A maldição do Rei Midas

O Planejamento Sucessório do século XXI vai muito além de estruturas societárias e otimização fiscal. Planejadores financeiros agora aplicam técnicas para que herdeiros recebam os valores e o legado dos fundadores.

Rei Midas era um bom homem, abençoado com abundância material. Tinha um palácio com muitos serviçais e jardins por onde adorava andar. Sua joia mais valiosa era sua filha. Seu sorriso era o que mais lhe trazia satisfação. Sua riqueza era composta de terras, de animais, mas principalmente de ouro. Midas amava ouro, a maneira como este brilhava e o barulho que fazia jogar moedas ao alto.

Um dia, seu caminho cruzou-se com o de Silênio, amigo do deus Dionísio.
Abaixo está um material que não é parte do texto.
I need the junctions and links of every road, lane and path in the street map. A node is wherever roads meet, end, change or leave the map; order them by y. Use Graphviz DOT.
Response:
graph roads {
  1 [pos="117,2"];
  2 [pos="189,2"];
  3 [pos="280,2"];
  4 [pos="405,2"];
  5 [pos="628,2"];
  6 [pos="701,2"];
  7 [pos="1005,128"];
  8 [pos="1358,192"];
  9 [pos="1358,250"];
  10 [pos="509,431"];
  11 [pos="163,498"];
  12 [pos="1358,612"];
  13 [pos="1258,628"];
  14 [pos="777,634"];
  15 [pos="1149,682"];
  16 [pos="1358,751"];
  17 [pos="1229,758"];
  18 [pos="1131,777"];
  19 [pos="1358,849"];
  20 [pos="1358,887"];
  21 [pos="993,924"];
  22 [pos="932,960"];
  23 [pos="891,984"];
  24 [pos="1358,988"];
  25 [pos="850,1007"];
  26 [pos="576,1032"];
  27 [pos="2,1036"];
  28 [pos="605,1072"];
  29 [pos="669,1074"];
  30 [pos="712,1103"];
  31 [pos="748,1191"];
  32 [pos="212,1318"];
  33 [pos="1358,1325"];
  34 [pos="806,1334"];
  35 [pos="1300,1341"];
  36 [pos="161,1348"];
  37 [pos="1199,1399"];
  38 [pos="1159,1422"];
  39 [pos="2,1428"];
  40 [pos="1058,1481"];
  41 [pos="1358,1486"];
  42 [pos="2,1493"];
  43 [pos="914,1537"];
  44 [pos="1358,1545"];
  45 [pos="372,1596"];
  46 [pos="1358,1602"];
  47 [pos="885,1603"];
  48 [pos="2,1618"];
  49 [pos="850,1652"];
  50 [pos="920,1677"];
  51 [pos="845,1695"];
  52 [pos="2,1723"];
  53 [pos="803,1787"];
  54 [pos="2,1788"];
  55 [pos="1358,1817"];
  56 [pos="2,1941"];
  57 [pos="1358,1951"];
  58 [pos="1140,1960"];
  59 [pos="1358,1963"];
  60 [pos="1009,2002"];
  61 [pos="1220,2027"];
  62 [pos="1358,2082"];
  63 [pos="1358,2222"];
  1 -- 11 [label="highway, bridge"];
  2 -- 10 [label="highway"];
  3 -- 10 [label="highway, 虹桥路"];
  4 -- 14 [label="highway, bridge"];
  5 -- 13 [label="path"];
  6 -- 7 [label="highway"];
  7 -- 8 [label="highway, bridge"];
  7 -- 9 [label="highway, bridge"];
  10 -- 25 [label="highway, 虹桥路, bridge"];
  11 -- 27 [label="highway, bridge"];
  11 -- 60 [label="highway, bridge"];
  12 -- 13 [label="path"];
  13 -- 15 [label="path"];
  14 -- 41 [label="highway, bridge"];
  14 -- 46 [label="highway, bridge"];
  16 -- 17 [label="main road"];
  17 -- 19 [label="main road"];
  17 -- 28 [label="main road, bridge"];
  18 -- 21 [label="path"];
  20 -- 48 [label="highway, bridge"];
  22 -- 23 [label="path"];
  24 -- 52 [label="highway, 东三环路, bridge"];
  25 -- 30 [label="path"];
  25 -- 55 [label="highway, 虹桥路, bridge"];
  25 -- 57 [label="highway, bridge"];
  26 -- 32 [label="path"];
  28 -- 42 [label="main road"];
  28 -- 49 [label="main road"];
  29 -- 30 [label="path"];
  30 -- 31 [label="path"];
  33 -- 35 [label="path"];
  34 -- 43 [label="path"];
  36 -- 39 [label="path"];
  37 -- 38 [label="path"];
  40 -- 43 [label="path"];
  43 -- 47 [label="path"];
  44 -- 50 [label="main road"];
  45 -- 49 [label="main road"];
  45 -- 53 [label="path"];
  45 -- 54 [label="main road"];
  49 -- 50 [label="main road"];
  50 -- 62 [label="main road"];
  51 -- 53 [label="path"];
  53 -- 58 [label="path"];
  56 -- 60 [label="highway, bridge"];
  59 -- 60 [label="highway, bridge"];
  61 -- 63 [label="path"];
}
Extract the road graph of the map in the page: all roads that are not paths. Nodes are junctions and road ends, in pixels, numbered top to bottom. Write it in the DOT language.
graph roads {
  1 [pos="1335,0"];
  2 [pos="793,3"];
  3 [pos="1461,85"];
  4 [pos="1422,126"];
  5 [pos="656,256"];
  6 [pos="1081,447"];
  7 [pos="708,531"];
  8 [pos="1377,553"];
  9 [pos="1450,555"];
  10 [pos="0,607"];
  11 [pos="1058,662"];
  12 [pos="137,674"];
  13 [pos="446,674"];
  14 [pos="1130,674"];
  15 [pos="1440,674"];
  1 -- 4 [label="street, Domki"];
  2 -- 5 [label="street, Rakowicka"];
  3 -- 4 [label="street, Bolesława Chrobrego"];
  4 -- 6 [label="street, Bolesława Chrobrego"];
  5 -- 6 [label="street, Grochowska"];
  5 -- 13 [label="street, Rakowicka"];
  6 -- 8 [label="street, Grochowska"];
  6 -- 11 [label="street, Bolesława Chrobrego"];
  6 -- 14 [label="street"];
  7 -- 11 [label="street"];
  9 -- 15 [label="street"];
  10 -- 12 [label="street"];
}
Silênio estava perdido na floresta. Midas o levou para sua casa e cuidou do homem por 11 dias. Quando Dionísio viu o gesto, ficou tão grato que lhe concedeu um desejo. Contra o desejo dos deuses, Midas desejou que tudo que tocasse se transformasse em ouro.

Longe de ser uma benção, seu desejo transformou-se em maldição. Sem saber o que fazer e em desespero, Midas pediu ao deus Dionísio que tirasse sua maldição. Dionísio lhe respondeu que ele deveria provar que aprendera sua lição. “Primeiro, lave suas mãos no rio. Depois, traga água do rio e jogue sobre tudo que se transformou em ouro. Depois, doe tudo o que tem”. Assim fez o Rei Midas. E terminou seus dias tendo doado toda a sua riqueza, em um casebre na floresta ao lado de sua filha, em felicidade plena.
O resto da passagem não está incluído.